Battelli ha segnalato, credo opportunamente, come nelle Esperienze pastorali la cornice epistolare sia intervenuta in un secondo momento, ad alterare, quasi, la saggistica linearità dell’inchiesta socio-religiosa. In questa aggiunta si manifesterebbe una tendenza della scrittura di Milani alla predicazione, già attestata alla fine degli anni ‘40 per la verità, e poi largamente prevalente nella produzione successiva.42 Questo nesso tra scrittura epistolare e predicazione mi pare senz’altro pertinente, e chiarisce probabilmente alcuni dei caratteri che siamo venuti enucleando (per essere sempre “rivolta”, infatti, la predica non prevede “risposta”, ovvero la genera e la risolve al proprio interno); v’è d’altra parte, come si sa, una coerenza originaria tra il genere epistolare e l’apostolato, il magistero, la pastorale, la direzione spirituale, la controversia, e altre fattispecie della vita religiosa. Restando alle Esperienze pastorali, il dislivello che effettivamente si percepisce tra zone diverse dell’opera può essere ricondotto, tra molti altri stilemi cui anche accenna Battelli, alla circostanza per cui giudizio di fatto e giudizio di valore, opportunamente separati e posti ordinatamente in sequenza nella parte saggistica, si accavallano invece e si rilanciano l’un l’altro fin dalle prime battute del testo negli inserti epistolari-“predicatorî”, secondo un pattern che ritroviamo poi immutato fino alla Lettera a una professoressa.
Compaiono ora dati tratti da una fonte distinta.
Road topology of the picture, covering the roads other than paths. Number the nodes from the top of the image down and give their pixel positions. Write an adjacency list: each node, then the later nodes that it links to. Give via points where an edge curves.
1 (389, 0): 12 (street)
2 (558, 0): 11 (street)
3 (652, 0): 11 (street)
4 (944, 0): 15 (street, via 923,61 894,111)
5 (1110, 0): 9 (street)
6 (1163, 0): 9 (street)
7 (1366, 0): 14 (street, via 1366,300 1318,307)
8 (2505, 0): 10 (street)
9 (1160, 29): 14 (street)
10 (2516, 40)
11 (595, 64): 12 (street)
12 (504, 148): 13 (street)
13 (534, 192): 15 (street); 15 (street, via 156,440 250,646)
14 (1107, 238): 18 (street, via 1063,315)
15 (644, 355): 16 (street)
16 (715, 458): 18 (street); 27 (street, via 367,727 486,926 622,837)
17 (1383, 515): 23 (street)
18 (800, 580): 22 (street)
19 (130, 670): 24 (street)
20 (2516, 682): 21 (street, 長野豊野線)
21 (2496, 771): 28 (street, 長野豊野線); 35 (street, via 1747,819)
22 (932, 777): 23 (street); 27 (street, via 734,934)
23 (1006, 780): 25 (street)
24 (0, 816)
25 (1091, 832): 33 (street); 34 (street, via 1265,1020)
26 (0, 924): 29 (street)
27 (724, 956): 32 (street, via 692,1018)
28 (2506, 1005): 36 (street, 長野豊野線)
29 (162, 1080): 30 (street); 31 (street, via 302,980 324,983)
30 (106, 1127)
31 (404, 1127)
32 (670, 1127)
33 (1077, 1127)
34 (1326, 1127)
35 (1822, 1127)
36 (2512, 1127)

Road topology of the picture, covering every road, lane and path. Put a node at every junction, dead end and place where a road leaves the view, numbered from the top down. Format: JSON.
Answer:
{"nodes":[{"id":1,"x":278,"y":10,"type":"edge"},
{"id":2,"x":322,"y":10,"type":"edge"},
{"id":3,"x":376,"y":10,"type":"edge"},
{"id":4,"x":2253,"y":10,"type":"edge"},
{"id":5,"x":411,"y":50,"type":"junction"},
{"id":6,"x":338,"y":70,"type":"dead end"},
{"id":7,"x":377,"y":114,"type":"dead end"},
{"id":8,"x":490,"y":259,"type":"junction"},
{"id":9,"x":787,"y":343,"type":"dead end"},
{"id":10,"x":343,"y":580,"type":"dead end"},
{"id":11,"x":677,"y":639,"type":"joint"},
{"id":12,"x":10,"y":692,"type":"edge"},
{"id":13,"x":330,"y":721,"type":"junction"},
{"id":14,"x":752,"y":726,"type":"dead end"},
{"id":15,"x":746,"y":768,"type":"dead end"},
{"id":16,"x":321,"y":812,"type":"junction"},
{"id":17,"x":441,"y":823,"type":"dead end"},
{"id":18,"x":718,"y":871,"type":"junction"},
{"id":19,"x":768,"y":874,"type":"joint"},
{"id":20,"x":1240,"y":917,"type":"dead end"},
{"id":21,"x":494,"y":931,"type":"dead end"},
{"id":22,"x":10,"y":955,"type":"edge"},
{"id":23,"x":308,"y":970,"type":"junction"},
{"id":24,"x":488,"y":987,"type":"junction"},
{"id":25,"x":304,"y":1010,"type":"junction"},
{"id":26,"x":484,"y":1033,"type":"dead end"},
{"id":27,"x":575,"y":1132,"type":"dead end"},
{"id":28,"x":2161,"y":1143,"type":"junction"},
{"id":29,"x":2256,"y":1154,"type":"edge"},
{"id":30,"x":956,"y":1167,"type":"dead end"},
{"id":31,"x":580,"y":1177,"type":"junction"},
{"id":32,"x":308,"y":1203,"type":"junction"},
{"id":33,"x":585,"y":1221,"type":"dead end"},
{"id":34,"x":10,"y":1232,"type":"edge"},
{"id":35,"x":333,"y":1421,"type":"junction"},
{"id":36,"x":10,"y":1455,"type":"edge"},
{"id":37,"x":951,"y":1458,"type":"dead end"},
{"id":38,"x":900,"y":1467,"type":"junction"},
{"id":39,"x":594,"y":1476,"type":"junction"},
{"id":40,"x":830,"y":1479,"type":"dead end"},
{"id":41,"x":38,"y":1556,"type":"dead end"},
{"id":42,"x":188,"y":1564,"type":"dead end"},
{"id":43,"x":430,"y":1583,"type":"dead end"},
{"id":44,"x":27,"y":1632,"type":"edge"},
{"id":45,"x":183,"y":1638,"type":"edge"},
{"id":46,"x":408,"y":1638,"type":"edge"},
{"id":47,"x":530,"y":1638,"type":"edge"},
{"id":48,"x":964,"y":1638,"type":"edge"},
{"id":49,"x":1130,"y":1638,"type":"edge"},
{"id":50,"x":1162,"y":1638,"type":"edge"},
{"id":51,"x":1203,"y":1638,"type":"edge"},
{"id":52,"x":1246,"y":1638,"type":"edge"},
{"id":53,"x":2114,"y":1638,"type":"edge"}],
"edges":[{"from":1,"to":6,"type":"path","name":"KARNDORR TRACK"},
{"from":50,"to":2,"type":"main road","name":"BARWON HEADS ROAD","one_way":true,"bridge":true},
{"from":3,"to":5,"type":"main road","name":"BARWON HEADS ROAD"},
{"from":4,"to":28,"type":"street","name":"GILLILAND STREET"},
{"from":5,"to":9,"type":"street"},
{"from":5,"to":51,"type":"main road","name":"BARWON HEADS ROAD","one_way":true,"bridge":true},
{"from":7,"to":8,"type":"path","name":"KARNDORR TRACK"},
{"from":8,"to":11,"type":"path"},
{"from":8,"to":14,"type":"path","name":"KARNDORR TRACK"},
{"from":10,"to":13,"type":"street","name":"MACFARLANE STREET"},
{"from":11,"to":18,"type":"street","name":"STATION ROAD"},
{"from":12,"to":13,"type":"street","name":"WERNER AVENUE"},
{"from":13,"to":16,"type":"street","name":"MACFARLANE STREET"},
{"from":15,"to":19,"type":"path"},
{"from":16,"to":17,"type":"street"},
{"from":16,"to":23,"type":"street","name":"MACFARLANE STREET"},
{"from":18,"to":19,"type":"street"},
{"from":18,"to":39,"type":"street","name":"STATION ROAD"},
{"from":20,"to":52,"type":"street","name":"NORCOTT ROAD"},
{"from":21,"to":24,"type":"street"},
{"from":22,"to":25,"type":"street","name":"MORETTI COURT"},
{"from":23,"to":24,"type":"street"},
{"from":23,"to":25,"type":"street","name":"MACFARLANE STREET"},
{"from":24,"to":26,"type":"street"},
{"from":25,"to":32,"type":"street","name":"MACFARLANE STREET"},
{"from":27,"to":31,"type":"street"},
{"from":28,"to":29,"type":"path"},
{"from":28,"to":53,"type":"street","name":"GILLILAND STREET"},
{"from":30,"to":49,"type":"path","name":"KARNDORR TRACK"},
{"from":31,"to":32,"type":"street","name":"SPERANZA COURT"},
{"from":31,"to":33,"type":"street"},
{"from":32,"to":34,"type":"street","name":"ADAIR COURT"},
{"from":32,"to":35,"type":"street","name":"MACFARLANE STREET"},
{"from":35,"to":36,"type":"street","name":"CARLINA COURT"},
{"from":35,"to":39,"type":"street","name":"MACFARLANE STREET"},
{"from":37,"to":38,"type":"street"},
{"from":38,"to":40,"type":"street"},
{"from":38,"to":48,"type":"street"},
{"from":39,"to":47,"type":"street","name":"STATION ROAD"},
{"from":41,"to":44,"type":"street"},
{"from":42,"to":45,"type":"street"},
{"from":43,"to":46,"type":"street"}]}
È, questo, credo, uno dei dispositivi dei testi milaniani che più contribuiscono a conferire loro un carattere tagliente e intimidatorio – «l’indice teso» di cui parlava un po’ sgomento Fortini43 –, quale si produce appunto all’incrocio tra Du-Stil, il discorso al tu/voi, e anticipazione del giudizio al fatto: un incrocio da cui il testo procede in forma di requisitoria, fondendo tra loro narratio e argumentatio, senza ammettere distensioni ma rilanciando di continuo al ritmo dei brevi, concentrati paragrafi, con gli ictus incalzanti dei suoi a capo da poema in prosa, le clausole scolpite da cadenze epifonematiche, i silenzi di sfida che fanno loro da cassa armonica.
IV.
Entriamo brevemente nel laboratorio milaniano. Nella Lettera a una professoressa si legge che
Al fondo di questa concezione dell’opera, Milani ne ha parlato talvolta, è qualcosa come un paradigma penitenziale: la parola è parola di verità, ed è parola efficace, non perché tuttora parola edenica; al contrario, perché è parola che, ferita dal peccato, si converte e chiama a conversione. Potremmo dirla in questo senso parola profetica: Geremia, il san Paolo posto in esergo alle Esperienze pastorali, Gregorio magno; inoltre Savonarola, non mai menzionato, mi pare, da Milani stesso, ma divinato – non c’è altro termine – da Fortini già nel ‘67, con riferimento alla predica Della rinnovazione della Chiesa («bisogna combattere contra duplice sapienza […] contra duplice scienza […] et contra duplicem malitiam»);47 infine Milani stesso e, se lui dovesse fallire, i futuri missionari cinesi. Tale schema, schema fisso direi, e di matrice biblica come ha suggerito Ranchetti,48 contempla un mondo che deperisce per sua propria entropia spirituale, e un mondo nuovo che interviene a minacciarlo, a escluderlo o inglobarlo, ricavando dalle sue debolezze le proprie ragioni; novità sovvertitrice, questa, che, se non può essere stornata o “assimilata”, va a sua volta assunta ed evangelizzata, perché siano ristabiliti i diritti della parola di Dio. Quest’ultima non annuncia alcunché di storico, non trapassa e non muta, ma sta confitta nel movimento della storia come il crocifisso nella casuccia piovosa abbandonata da Pipetta.49 Aver pensato la “questione sociale”, e specificamente il comunismo, all’interno di questo schema – averli pensati, cioè, radicalmente e religiosamente: dal punto di vista del perfettamente contingente, e insieme da quello del totalmente altro – è stata, credo, la “profezia” di don Milani.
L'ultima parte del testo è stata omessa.